Ketiga adalah masalah perang dagang dan kebijakan proteksionisme. Beberapa lembaga ekonomi meramalkan bahwa Indonesia dalam sepuluh tahun ke depan akan masuk menjadi jajaran elite negara dengan ekonomi terbesar di dunia. IMF meramalkan Indonesia menjadi 10 ekonomi terbesar pada 2023, Standar Chartered dan Pricewaterhouse Coopers menempatkan Indonesia di lima terbesar pada 2030, sementara Indonesia sendiri meyakini bisa mencapai posisi itu pada 2045.
Ramalan tersebut dibuat dengan asumsi bahwa perdagangan dunia berjalan normal. Ramalan tersebut mungkin bermakna positif bagi kita tetapi bagi negara lain, terutama AS dan Eropa, hal itu menjadi ancaman yang harus diantisipasi segera.
Artinya, mereka tidak akan tinggal diam melihat Indonesia atau India dapat menikmati manisnya surplus perdagangan sementara mereka yang harus menikmati pahitnya. AS telah menempatkan Indonesia saat ini sebagai negara ke-15 yang perlu dievaluasi karena telah menikmati surplus perdagangan dalam beberapa tahun belakangan ini.

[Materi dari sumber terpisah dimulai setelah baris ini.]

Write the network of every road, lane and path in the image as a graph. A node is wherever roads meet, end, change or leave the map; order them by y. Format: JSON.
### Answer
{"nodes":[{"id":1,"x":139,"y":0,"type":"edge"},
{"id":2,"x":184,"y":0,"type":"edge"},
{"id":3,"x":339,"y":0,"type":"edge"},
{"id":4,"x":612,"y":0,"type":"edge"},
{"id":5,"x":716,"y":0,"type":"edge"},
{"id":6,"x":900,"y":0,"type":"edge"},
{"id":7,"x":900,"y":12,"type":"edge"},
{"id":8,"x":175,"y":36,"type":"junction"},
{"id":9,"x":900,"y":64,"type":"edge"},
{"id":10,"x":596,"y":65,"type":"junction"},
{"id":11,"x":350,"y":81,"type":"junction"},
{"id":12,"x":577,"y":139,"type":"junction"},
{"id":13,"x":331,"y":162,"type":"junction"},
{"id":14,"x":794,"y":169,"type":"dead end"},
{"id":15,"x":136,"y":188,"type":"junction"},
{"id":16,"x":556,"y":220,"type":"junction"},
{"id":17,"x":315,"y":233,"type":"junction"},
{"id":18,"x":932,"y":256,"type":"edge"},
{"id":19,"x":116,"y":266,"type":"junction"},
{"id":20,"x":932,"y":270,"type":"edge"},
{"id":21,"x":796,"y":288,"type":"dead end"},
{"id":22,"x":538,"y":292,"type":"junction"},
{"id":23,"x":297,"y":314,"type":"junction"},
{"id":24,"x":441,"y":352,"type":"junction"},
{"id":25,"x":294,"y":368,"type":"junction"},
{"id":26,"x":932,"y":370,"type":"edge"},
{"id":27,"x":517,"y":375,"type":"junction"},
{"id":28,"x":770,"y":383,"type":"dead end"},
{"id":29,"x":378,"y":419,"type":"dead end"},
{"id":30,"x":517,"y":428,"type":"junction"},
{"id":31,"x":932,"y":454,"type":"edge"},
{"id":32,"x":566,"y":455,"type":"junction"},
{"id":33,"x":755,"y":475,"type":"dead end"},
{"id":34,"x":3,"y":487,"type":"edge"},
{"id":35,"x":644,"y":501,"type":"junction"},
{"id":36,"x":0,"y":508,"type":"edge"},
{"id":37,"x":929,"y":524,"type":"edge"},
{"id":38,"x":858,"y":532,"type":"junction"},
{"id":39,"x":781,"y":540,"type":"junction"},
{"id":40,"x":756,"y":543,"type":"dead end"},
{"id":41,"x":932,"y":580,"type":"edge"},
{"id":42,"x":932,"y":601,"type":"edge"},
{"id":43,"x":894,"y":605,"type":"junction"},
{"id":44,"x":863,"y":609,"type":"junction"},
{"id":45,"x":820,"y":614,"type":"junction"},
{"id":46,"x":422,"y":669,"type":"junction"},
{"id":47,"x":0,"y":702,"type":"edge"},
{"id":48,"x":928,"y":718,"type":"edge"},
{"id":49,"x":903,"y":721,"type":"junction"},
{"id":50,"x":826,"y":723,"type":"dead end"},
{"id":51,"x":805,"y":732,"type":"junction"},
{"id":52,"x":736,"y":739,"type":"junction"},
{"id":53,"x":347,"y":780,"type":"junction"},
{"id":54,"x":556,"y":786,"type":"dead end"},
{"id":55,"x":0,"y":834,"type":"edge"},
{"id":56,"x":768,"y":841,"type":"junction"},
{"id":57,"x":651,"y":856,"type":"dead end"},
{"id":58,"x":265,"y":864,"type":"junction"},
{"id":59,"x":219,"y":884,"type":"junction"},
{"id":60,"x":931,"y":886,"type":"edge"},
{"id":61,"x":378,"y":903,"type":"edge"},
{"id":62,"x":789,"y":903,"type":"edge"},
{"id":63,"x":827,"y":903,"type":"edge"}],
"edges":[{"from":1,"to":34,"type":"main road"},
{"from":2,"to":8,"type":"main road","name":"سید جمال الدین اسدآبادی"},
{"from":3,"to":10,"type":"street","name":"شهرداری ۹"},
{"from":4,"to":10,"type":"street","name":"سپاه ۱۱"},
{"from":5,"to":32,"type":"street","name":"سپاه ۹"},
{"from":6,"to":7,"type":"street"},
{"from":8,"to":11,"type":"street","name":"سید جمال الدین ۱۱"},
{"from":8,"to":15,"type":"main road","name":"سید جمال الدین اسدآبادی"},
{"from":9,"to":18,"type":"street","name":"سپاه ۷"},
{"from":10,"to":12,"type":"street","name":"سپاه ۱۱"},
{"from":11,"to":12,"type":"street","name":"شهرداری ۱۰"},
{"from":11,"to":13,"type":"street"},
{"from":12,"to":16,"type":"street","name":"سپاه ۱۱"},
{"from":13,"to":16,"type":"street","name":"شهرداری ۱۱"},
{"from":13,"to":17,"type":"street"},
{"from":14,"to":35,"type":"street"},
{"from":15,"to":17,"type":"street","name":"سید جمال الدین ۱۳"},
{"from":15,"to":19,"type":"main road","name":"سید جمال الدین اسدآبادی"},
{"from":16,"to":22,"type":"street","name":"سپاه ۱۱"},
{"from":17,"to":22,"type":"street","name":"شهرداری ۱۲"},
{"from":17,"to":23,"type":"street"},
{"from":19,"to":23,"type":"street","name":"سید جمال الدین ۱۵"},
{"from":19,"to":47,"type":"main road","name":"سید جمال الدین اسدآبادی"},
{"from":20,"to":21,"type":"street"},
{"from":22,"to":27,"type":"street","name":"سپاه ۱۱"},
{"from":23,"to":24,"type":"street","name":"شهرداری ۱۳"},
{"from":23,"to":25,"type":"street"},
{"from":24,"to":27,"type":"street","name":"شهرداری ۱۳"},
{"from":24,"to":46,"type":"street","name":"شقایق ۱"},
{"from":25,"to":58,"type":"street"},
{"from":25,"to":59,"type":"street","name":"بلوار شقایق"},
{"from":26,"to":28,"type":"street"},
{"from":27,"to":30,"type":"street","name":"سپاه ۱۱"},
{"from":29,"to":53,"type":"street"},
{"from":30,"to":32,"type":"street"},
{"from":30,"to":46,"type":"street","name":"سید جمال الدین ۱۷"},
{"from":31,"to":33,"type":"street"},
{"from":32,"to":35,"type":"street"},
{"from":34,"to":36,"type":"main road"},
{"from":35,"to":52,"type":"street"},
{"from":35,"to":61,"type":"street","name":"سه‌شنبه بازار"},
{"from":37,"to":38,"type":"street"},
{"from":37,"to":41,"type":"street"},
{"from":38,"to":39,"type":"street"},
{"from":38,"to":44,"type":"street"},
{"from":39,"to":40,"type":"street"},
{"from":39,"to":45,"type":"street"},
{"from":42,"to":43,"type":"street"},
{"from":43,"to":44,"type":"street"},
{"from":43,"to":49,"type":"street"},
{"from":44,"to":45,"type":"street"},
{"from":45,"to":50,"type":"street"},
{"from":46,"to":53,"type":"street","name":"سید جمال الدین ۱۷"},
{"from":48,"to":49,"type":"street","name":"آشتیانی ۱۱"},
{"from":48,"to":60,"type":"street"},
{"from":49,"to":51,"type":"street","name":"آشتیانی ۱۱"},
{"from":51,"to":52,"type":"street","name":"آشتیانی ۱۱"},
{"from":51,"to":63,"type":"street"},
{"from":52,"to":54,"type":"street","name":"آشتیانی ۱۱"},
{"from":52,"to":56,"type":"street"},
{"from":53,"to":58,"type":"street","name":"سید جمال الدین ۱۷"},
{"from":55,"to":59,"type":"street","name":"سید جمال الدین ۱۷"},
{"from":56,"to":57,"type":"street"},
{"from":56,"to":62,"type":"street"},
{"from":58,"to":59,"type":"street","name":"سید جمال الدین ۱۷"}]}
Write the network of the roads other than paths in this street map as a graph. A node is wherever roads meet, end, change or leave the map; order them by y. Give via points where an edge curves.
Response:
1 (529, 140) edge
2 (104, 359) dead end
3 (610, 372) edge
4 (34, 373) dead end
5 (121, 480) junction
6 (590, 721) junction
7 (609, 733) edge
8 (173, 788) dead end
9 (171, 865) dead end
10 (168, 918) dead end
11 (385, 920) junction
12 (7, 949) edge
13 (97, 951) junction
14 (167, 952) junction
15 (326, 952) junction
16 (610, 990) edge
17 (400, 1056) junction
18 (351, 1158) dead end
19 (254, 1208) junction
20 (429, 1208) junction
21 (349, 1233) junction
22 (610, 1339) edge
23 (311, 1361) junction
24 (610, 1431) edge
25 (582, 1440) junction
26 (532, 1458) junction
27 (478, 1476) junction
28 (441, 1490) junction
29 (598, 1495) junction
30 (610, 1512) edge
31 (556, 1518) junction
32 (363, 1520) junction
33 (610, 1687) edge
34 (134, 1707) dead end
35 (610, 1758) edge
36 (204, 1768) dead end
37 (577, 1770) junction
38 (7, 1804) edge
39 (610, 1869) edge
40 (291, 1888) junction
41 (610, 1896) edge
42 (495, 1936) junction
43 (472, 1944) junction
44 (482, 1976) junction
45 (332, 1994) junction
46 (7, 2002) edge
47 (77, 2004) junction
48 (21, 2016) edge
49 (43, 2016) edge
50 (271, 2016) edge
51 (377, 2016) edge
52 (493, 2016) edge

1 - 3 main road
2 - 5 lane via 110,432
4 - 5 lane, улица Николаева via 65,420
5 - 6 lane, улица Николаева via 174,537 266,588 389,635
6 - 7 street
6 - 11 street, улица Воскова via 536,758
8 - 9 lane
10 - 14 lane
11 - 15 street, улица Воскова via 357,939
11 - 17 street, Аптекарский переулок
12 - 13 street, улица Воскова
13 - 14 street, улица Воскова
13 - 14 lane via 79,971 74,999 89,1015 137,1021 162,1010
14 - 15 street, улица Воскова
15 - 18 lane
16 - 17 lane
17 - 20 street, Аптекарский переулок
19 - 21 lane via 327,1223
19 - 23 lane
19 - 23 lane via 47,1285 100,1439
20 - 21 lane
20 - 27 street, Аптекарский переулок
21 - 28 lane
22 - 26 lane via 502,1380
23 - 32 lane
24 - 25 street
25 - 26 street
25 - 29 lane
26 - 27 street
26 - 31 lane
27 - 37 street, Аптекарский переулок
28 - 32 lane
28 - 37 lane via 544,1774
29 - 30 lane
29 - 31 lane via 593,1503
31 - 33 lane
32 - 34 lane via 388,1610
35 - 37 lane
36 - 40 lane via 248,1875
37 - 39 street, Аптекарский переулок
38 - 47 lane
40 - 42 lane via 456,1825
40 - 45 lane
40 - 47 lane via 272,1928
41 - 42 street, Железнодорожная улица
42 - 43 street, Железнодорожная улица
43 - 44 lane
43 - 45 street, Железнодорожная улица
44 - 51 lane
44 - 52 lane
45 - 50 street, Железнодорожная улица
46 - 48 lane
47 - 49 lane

AS mungkin akan menerapkan tarif perdagangan untuk produk unggulan mulai produk tekstil, alas kaki, hingga minyak kelapa sawit. Kita juga tahu bahwa sejumlah produk unggulan nonmigas Indonesia sudah mengalami tekanan keras dari Uni Eropa.
Apakah strategi Indonesia untuk mencegah menjadi sasaran perang dagang AS? Apakah Indonesia akan melakukan perlawanan sendiri atau akan mengajak koalisi dengan negara-negara lain?